JOGJA - Satuan Polisi Pamong Praja (Satpol PP) Daerah Istimewa Yogyakarta (DIY) menindaklanjuti temuan Dispertaru DIY soal 13 lokasi penyalahgunaan tanah kas desa (TKD) di bawah kendali terdakwa Robinson Saalino. Dispertaru DIY sebelumnya meminta agar 13 lokasi itu ditindak oleh Satpol PP DIY.
Oleh karena itu, Satpol PP DIY bergerak. Mereka memanggil empat anak buah dari Robinson pada Senin (21/8/2023).
Kepala Satpol PP DIY Noviar Ahmad saat dikonfirmasi membenarkan hal tersebut. Menurutnya, dari 13 lokasi yang disebutkan Dispertaru DIY ternyata delapan di antaranya sudah disegel.
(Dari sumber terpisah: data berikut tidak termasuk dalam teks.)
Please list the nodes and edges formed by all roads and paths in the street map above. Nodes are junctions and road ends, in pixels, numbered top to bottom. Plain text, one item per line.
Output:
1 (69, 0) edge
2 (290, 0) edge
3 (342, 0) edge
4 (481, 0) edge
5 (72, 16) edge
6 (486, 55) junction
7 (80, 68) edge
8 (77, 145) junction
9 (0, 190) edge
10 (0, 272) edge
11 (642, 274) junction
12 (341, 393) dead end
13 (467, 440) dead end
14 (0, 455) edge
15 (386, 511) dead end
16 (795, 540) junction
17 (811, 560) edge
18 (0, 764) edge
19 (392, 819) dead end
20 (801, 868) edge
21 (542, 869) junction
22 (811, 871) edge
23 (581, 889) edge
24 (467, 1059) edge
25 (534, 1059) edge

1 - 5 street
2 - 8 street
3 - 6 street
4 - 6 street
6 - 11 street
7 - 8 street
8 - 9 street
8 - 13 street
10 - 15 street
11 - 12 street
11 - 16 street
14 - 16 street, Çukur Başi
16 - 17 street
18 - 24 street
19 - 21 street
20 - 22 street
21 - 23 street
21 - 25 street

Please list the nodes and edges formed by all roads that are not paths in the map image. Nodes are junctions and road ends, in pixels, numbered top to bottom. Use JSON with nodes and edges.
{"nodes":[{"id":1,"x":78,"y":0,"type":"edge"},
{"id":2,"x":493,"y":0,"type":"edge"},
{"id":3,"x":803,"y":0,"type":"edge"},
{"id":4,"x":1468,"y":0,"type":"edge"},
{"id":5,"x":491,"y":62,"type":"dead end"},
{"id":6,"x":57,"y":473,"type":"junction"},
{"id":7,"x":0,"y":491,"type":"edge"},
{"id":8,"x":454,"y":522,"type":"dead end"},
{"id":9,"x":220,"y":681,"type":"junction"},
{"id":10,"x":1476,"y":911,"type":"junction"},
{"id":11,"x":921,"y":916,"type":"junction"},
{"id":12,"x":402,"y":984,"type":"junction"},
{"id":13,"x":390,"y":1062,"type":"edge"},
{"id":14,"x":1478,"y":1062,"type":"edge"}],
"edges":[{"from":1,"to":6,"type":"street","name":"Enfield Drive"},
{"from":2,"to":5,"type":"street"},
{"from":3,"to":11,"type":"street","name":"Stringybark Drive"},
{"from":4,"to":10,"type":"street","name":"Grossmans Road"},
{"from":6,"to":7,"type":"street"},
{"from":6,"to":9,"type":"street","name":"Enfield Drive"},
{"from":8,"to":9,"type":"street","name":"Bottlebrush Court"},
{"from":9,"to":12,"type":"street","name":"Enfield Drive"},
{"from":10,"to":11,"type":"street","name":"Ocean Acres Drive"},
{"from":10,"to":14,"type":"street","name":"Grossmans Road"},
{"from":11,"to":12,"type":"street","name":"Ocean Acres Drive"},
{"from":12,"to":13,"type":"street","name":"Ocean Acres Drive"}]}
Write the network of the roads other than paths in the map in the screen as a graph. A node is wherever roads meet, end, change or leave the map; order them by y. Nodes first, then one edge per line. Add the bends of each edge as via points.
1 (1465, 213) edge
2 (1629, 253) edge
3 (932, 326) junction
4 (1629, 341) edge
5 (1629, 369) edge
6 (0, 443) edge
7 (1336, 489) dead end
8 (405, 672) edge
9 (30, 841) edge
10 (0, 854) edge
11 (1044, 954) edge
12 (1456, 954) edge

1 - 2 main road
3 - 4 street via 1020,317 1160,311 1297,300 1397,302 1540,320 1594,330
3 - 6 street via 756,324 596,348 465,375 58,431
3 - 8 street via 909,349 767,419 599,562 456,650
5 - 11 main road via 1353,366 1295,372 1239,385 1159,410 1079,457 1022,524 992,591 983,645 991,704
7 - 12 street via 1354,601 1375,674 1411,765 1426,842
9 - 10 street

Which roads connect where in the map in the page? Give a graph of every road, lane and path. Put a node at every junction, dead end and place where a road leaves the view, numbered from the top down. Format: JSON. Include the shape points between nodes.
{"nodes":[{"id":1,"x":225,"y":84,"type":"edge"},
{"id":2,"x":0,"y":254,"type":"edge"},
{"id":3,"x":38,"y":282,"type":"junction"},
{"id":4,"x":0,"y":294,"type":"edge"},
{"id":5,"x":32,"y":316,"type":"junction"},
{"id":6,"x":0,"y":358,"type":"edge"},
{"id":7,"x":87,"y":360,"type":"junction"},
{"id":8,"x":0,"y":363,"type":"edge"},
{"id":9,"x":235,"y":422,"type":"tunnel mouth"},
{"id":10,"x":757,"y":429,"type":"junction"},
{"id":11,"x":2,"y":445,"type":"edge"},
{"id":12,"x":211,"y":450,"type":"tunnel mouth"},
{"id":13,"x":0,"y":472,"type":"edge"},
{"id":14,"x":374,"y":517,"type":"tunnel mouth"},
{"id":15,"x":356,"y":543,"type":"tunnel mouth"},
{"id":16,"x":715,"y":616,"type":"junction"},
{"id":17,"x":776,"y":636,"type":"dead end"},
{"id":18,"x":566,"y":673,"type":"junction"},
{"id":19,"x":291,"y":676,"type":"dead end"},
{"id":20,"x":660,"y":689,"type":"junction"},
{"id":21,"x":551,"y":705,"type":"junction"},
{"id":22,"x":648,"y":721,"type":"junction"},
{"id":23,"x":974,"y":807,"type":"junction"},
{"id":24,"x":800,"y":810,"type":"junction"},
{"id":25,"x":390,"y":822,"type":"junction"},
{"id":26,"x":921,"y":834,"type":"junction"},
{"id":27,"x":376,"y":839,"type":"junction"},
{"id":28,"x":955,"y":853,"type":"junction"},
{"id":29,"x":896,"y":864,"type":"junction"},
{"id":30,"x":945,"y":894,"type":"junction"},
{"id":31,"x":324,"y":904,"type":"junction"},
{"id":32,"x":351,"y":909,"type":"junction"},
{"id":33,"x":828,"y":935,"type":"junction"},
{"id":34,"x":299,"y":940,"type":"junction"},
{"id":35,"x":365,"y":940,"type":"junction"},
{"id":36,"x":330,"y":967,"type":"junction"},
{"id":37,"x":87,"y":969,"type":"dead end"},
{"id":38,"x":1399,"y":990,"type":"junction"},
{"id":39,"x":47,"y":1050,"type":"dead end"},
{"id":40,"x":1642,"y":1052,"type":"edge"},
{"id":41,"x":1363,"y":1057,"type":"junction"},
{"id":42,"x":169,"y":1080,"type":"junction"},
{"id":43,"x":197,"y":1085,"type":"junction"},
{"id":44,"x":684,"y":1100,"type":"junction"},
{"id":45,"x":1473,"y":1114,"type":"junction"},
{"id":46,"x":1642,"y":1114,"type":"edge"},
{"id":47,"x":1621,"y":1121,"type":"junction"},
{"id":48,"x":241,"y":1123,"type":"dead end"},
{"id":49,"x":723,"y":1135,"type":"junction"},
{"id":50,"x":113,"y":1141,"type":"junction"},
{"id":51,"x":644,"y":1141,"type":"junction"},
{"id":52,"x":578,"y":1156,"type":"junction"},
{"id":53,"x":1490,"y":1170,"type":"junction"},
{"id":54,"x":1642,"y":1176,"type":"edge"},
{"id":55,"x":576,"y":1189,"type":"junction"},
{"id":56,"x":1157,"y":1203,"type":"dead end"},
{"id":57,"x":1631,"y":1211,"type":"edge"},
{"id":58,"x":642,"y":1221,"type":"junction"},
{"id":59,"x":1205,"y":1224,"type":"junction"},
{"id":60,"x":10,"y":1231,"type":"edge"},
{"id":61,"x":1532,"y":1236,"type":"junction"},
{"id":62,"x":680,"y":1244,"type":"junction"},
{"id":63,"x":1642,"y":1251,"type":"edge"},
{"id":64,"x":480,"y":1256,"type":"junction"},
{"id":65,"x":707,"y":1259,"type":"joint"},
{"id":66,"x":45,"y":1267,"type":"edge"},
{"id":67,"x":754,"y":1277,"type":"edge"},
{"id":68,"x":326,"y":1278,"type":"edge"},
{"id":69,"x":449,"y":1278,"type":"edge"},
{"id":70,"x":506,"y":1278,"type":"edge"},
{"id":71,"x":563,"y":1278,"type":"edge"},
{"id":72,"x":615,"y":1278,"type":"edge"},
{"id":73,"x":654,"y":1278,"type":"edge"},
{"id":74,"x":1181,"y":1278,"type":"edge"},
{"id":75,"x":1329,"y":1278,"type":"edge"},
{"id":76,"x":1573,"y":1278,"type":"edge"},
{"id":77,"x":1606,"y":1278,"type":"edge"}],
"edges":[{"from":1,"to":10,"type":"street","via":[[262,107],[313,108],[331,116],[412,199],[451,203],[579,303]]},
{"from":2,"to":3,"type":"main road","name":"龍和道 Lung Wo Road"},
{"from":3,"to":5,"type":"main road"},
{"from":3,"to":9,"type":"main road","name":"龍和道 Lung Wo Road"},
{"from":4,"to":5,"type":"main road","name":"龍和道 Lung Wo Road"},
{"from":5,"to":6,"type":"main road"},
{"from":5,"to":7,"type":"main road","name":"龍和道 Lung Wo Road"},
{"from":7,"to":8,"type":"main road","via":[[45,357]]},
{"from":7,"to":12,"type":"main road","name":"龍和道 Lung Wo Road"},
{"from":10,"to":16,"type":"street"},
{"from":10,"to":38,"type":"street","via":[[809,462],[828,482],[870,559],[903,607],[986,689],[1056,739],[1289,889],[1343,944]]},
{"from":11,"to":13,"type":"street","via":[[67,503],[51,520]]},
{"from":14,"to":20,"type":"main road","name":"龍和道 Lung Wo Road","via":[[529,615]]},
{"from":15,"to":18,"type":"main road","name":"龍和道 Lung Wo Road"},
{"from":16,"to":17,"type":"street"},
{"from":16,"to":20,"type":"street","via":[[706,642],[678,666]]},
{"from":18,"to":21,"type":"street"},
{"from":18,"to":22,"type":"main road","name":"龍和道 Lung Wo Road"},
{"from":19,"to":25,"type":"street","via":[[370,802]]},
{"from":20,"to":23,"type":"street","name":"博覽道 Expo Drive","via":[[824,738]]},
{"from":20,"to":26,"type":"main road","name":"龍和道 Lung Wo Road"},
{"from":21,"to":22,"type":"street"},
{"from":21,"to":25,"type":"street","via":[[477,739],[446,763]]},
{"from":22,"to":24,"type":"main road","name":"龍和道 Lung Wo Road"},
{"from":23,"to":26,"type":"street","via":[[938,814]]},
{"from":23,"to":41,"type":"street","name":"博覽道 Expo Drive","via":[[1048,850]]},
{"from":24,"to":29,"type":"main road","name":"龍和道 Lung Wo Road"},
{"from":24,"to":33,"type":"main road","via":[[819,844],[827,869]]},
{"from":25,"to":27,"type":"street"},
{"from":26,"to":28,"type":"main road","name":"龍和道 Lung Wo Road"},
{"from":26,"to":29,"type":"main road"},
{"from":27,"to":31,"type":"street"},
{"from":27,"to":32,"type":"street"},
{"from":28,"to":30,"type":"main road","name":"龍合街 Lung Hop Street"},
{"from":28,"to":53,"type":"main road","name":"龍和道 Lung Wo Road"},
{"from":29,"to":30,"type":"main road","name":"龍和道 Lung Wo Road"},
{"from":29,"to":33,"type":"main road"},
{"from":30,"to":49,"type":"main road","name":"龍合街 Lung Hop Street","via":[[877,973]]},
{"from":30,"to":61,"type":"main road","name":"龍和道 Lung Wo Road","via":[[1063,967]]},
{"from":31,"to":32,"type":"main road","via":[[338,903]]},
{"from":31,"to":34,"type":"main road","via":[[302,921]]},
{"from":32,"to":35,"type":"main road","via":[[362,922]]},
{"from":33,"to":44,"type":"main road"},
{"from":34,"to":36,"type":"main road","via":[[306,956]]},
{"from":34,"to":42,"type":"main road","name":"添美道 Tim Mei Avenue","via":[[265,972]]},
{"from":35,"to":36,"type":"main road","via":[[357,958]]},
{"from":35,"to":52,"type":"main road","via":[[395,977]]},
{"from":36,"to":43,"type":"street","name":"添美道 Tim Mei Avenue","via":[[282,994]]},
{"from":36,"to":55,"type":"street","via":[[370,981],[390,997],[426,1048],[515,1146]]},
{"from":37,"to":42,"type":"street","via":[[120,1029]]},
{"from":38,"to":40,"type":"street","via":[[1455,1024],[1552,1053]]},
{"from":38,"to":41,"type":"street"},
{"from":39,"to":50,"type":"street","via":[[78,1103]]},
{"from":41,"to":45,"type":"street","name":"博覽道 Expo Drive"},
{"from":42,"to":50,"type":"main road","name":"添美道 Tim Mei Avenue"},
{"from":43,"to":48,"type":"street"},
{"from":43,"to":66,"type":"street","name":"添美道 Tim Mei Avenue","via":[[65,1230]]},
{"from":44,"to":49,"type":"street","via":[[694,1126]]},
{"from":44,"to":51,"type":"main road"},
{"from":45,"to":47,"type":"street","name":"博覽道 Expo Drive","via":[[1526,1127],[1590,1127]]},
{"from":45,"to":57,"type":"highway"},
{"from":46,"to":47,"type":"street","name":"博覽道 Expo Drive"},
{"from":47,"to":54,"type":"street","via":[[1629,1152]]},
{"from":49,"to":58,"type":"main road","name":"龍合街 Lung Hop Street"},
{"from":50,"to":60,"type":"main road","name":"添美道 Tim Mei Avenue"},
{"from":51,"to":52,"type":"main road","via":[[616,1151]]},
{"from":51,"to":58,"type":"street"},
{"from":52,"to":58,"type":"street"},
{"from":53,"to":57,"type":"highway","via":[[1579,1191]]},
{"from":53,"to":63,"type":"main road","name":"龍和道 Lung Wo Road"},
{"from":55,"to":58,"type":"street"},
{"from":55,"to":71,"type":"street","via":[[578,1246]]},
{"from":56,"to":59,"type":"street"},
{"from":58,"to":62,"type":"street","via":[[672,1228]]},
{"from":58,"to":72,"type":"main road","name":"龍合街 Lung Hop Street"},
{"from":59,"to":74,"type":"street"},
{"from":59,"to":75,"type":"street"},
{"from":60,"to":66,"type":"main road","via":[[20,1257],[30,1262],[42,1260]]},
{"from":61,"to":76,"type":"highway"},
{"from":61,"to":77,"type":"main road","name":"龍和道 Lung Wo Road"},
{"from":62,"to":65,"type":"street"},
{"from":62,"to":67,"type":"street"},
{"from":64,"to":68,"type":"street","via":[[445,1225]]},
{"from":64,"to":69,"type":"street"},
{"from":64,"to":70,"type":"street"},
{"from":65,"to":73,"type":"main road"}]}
Baca Juga: Dispertaru DIY Temukan 13 Lokasi Penyalahgunaan Tanah Kas Desa, DIduga Terkait Robinson
"Sementara empat yang lain sedang proses pemanggilan pengelolanya untuk datang ke Satpol PP Senin besok (21 Agustus)," katanya saat dihubungi, Minggu (20/8).
Noviar mengakui, mereka yang dipanggil merupakan anak buah dari Robinson. Hal itu karena meski Robinson ditahan ternyata masih memiliki kendali terhadap beberapa pengelola atas penyalahgunaan TKD di beberapa lokasi.
Dia mengungkapkan, dari 13 lokasi ini mayoritas berada di empat lokasi. Yakni, Candibinangun, Condongcatur, Caturtunggal, Maguwoharjo, dan Wedomartani. Penyalahgunaannya berupa membangun perumahan dan kos-kosan.
Baca Juga: Krido Kembalikan Uang Gratifikasi Rp 1,6 M
Menurutnya, proses pemanggilan ini sifatnya adalah konfirmasi atas dugaan penyalahgunaan TKD. "Proses selanjutnya diminta menghentikan kegiatan, setelah itu baru penyegelan," tambahnya.
Dia mengaku, dari 13 lokasi yang disebut Dispertaru DIY baru diketahui 12 lokasi. Satu lokasi lainnya asih dalam tahap pencarian. "Saya belum tahu PT apa, karena biasanya pakai nama PT yang berbeda," ungkapnya.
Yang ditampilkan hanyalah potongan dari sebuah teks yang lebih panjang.